La réception du savoir antique sur les éponges et leur pêche dans les traités ichtyologiques de la Renaissance
Morgane Cariou  1@  
1 : Sorbonne Université
Ministère de l'Enseignement Supérieur et de la Recherche Scientifique

Dans tous les textes antiques qui se sont donné comme objet l'aquafaune, les éponges constituent un cas-limite : embarrassés, les auteurs en font tour à tour des animaux, des végétaux ou, selon la théorie aristotélicienne, des organismes intermédiaires qui illustrent la continuité de l'échelle du vivant. Dans l'Antiquité, le débat sur la nature et partant la classification des éponges se cristallise autour des deux pierres d'achoppement que constituent les notions d'αἴσθησις et de mouvement. Leur étude permet aux naturalistes des mondes grec et romain de distinguer les spongiaires des aplysies et aux paradoxographes d'élaborer une fable selon lequel la pêche à l'éponge, notoirement périlleuse, est rendue plus pénible encore par le mouvement de rétractation et l'éjection d'un liquide nocif que les plongeurs provoqueraient à l'approche de leurs proies subaquatiques.

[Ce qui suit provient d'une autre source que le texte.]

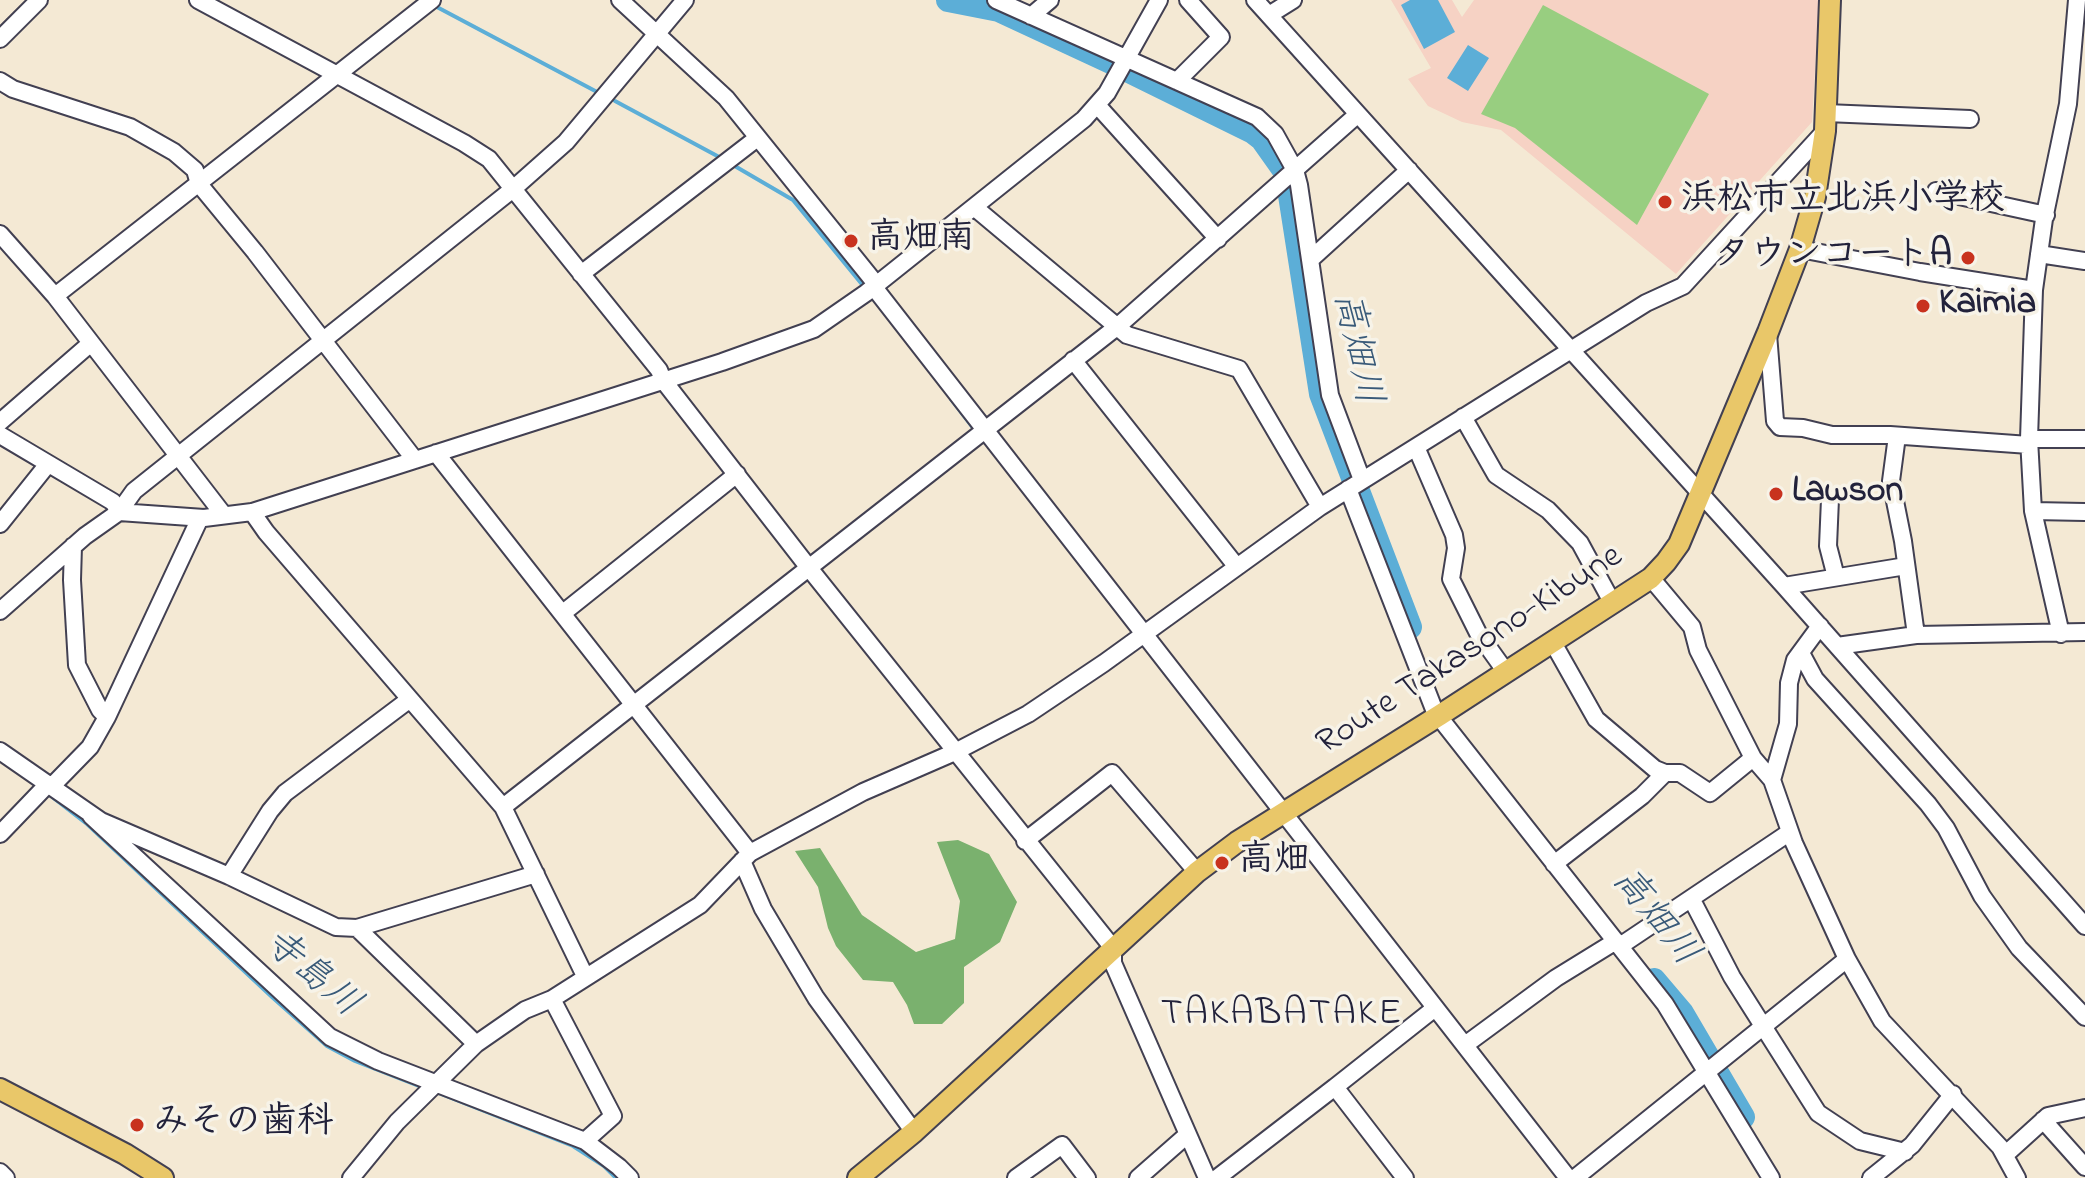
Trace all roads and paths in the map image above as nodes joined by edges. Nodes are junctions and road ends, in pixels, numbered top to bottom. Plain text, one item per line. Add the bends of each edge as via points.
1 (39, 0) edge
2 (198, 0) edge
3 (432, 0) edge
4 (620, 0) edge
5 (685, 0) edge
6 (996, 0) edge
7 (1050, 0) edge
8 (1159, 0) edge
9 (1188, 0) edge
10 (1255, 0) edge
11 (1293, 0) edge
12 (1830, 0) edge
13 (2077, 0) edge
14 (1269, 15) junction
15 (1031, 16) junction
16 (657, 32) junction
17 (0, 39) edge
18 (1128, 59) junction
19 (336, 76) junction
20 (0, 81) edge
21 (1177, 81) junction
22 (1097, 105) junction
23 (1358, 114) junction
24 (1970, 119) dead end
25 (1826, 122) junction
26 (756, 139) junction
27 (1295, 170) junction
28 (1409, 170) junction
29 (199, 184) junction
30 (513, 189) junction
31 (1936, 191) dead end
32 (974, 207) junction
33 (2046, 215) junction
34 (0, 234) edge
35 (1218, 239) junction
36 (1800, 249) junction
37 (2039, 254) junction
38 (1311, 259) junction
39 (2085, 261) edge
40 (581, 274) junction
41 (871, 288) junction
42 (2034, 290) junction
43 (55, 296) junction
44 (1118, 326) junction
45 (1768, 332) junction
46 (323, 339) junction
47 (91, 343) junction
48 (1571, 351) junction
49 (1073, 360) junction
50 (663, 380) junction
51 (1463, 417) junction
52 (0, 422) edge
53 (983, 431) junction
54 (0, 435) edge
55 (1897, 436) junction
56 (2085, 439) edge
57 (2029, 442) junction
58 (1416, 447) junction
59 (436, 453) junction
60 (178, 455) junction
61 (415, 460) junction
62 (48, 464) junction
63 (737, 474) junction
64 (1355, 485) junction
65 (1700, 494) junction
66 (1830, 499) dead end
67 (1320, 507) junction
68 (2033, 511) junction
69 (119, 512) junction
70 (252, 512) junction
71 (2085, 512) edge
72 (223, 514) junction
73 (200, 518) junction
74 (0, 524) edge
75 (73, 546) junction
76 (1906, 566) junction
77 (1237, 567) junction
78 (809, 568) junction
79 (1836, 577) junction
80 (1651, 578) junction
81 (1784, 586) junction
82 (1612, 602) junction
83 (0, 611) edge
84 (563, 613) junction
85 (1820, 626) junction
86 (2085, 632) edge
87 (2061, 634) junction
88 (1143, 635) junction
89 (1916, 635) junction
90 (1552, 641) junction
91 (1837, 646) junction
92 (1801, 653) junction
93 (1506, 672) junction
94 (410, 699) junction
95 (634, 704) junction
96 (1438, 716) junction
97 (107, 717) junction
98 (0, 751) edge
99 (955, 752) junction
100 (1753, 758) junction
101 (1665, 773) junction
102 (1772, 780) junction
103 (46, 788) junction
104 (503, 807) junction
105 (1282, 814) junction
106 (91, 816) junction
107 (1790, 832) junction
108 (0, 834) edge
109 (1025, 841) junction
110 (746, 857) junction
111 (1558, 861) junction
112 (1197, 872) junction
113 (536, 874) junction
114 (229, 876) junction
115 (1692, 900) junction
116 (2085, 926) edge
117 (357, 928) junction
118 (1621, 943) junction
119 (1113, 948) junction
120 (1847, 959) junction
121 (585, 976) junction
122 (552, 999) junction
123 (1435, 1008) junction
124 (2085, 1017) edge
125 (1763, 1027) junction
126 (476, 1044) junction
127 (1465, 1045) junction
128 (1712, 1067) junction
129 (1335, 1087) junction
130 (432, 1088) junction
131 (0, 1089) edge
132 (1953, 1094) junction
133 (2085, 1108) edge
134 (2043, 1120) junction
135 (914, 1132) junction
136 (1187, 1135) junction
137 (585, 1141) junction
138 (1905, 1152) junction
139 (2006, 1154) junction
140 (2085, 1167) edge
141 (0, 1172) edge
142 (6, 1178) edge
143 (163, 1178) edge
144 (351, 1178) edge
145 (630, 1178) edge
146 (858, 1178) edge
147 (1016, 1178) edge
148 (1087, 1178) edge
149 (1138, 1178) edge
150 (1207, 1178) edge
151 (1217, 1178) edge
152 (1405, 1178) edge
153 (1568, 1178) edge
154 (1575, 1178) edge
155 (1771, 1178) edge
156 (1871, 1178) edge
157 (2017, 1178) edge

1 - 17 street
2 - 19 street
3 - 19 street
4 - 16 street
5 - 16 street
6 - 15 street
7 - 15 street
8 - 18 street
9 - 21 street via 1221,37
10 - 14 street
11 - 14 street
12 - 25 main road, Route Takasono-Kibune
13 - 33 street via 2068,104
14 - 23 street
15 - 18 street
16 - 26 street via 726,98
16 - 30 street via 566,142
18 - 21 street
18 - 22 street
19 - 29 street
19 - 30 street via 476,150
20 - 29 street via 130,127 174,152 195,170
21 - 27 street via 1257,117 1275,134
22 - 32 street
22 - 35 street
23 - 27 street
23 - 28 street
24 - 25 street
25 - 36 main road, Route Takasono-Kibune via 1815,197
25 - 48 street via 1683,286
26 - 40 street
26 - 41 street
27 - 35 street
27 - 38 street
28 - 38 street
28 - 48 street
29 - 43 street
29 - 46 street
30 - 40 street
30 - 46 street
31 - 33 street
32 - 41 street
32 - 44 street
33 - 37 street
34 - 43 street
35 - 44 street
36 - 42 street
36 - 45 main road, Route Takasono-Kibune
37 - 39 street
37 - 42 street
38 - 64 street via 1330,395
40 - 50 street
41 - 50 street via 805,333
41 - 53 street
42 - 57 street
43 - 47 street
44 - 49 street
44 - 67 street via 1144,342 1239,369
45 - 55 street via 1777,425 1832,435
45 - 65 main road, Route Takasono-Kibune
46 - 60 street
46 - 61 street
47 - 52 street
47 - 60 street
48 - 51 street
48 - 65 street
49 - 53 street
49 - 77 street
50 - 59 street
50 - 63 street
51 - 58 street
51 - 82 street via 1496,475 1548,510 1580,543
53 - 78 street
53 - 88 street
54 - 62 street
55 - 57 street
55 - 76 street via 1891,481
56 - 57 street
57 - 68 street
58 - 64 street
58 - 93 street via 1454,535 1451,579 1478,633
59 - 61 street
59 - 84 street
60 - 69 street via 134,491
60 - 72 street
61 - 70 street
62 - 69 street via 113,502
62 - 74 street
63 - 78 street
63 - 84 street
64 - 67 street
64 - 96 street
65 - 80 main road, Route Takasono-Kibune via 1679,544
65 - 81 street
66 - 79 street via 1828,546
67 - 77 street
68 - 71 street
68 - 87 street
69 - 73 street
69 - 75 street
70 - 72 street
70 - 94 street
72 - 73 street
73 - 97 street
75 - 83 street
75 - 97 street via 77,665
76 - 79 street
76 - 89 street
77 - 88 street
78 - 95 street
78 - 99 street
79 - 81 street
80 - 82 main road, Route Takasono-Kibune
80 - 100 street via 1692,627 1698,650
81 - 85 street
82 - 90 main road, Route Takasono-Kibune
84 - 95 street
85 - 91 street
85 - 92 street
86 - 87 street
87 - 89 street
88 - 99 street via 1039,708
88 - 105 street
89 - 91 street
90 - 93 main road, Route Takasono-Kibune
90 - 101 street via 1596,719
91 - 116 street
92 - 102 street via 1789,683 1788,724
92 - 124 street via 1815,679 1946,828 1982,896 2019,948
93 - 96 main road, Route Takasono-Kibune
94 - 104 street
94 - 114 street via 285,793
95 - 104 street
95 - 110 street
96 - 105 main road, Route Takasono-Kibune
96 - 111 street
97 - 103 street via 90,747
98 - 103 street
99 - 109 street
99 - 110 street via 863,792
100 - 101 street via 1710,793 1680,773
100 - 102 street
101 - 111 street
102 - 107 street
103 - 106 street
103 - 108 street
104 - 113 street
105 - 112 main road, Route Takasono-Kibune
105 - 123 street
106 - 114 street
106 - 130 street via 330,1037
107 - 115 street
107 - 120 street
109 - 112 street via 1112,773
109 - 119 street
110 - 121 street via 700,905
110 - 135 street via 763,909 816,998
111 - 118 street
112 - 119 main road, Route Takasono-Kibune
113 - 117 street
113 - 121 street
114 - 117 street via 325,923
115 - 118 street
115 - 125 street
117 - 126 street
118 - 127 street via 1556,978
118 - 128 street
119 - 135 main road, Route Takasono-Kibune
119 - 136 street via 1113,963
120 - 125 street
120 - 132 street via 1882,1021
121 - 122 street
122 - 126 street via 525,1010
122 - 137 street via 613,1116
123 - 127 street
123 - 129 street
125 - 128 street
125 - 138 street via 1824,1119 1860,1141
126 - 130 street
127 - 153 street
128 - 154 street
128 - 155 street
129 - 151 street
129 - 152 street
130 - 137 street
130 - 144 street
131 - 143 main road
132 - 138 street
132 - 139 street
133 - 134 street
134 - 139 street
134 - 140 street
135 - 146 main road, Route Takasono-Kibune
136 - 149 street
136 - 150 street
137 - 145 street
138 - 156 street
139 - 157 street
141 - 142 street
147 - 148 street via 1062,1145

On s'intéressera ici à la redécouverte et à la réception de ces connaissances biologiques et halieutiques dans les grands traités ichtyologiques qui, à la Renaissance, conjuguent approche naturaliste renouvelée et érudition philologique. On pourra ainsi observer l'évolution significative qui mène des considérations succinctes de Pierre Belon et d'Ippolito Salviani aux développements novateurs de Guillaume Rondelet et de Conrad Gessner. À l'image de ce que l'on observe dans les sources antiques, l'épineuse question de la classification des spongiaires est quelque peu éludée par le zoologiste italien, dont les Aquatilium animalium historiae, très ichtyocentrées, renvoient, sans les commenter, aux passages d'Aristote, de Pline et d'Élien qui abordent ces espèces. Pierre Belon, qui n'avait fait aucune mention des éponges dans son Histoire naturelle des estranges poissons marins, considère brièvement leur cas dans ses De aquatilibus libri duo, rejetant leur mention en fin de volume. Sans se prononcer sur leur nature ambiguë, il s'intéresse à leur biotope avant de citer – à la suite de Pierre Gilles – la division péripatéticienne en trois espèces et une traduction des vers d'Oppien sur le péril qu'encourent les σπογγοτόμοι. L'acoulouthie qu'il leur assigne au sein de son traité, entre les holothuries et les lièvres de mer, ouvre néanmoins la voie aux approches plus systématiques de Rondelet et de Gessner. Le premier range en effet les éponges dans la catégorie des zoophyta tout en s'opposant aux récits antiques qui leur attribuent la sensation et le mouvement. Quant au second, il propose, à l'issue d'un tressage érudit d'observations naturalistes et d'un commentaire fin d'un passage d'Aristote qu'il amende, de faire des éponges une illustration de ce qu'il nomme le gradus naturae : les éponges occupent l'extrémité de la classe des zoophytes qui fait la jonction entre le règne animal et le règne végétal. En outre, il compose une synthèse inédite du savoir antique relatif aux techniques de pêche à l'éponge, de l'utilisation de poids à l'emploi de l'huile comme éclairage subaquatique, tout en réfutant l'idée d'une quelconque résistance des spongiaires à leur récolte.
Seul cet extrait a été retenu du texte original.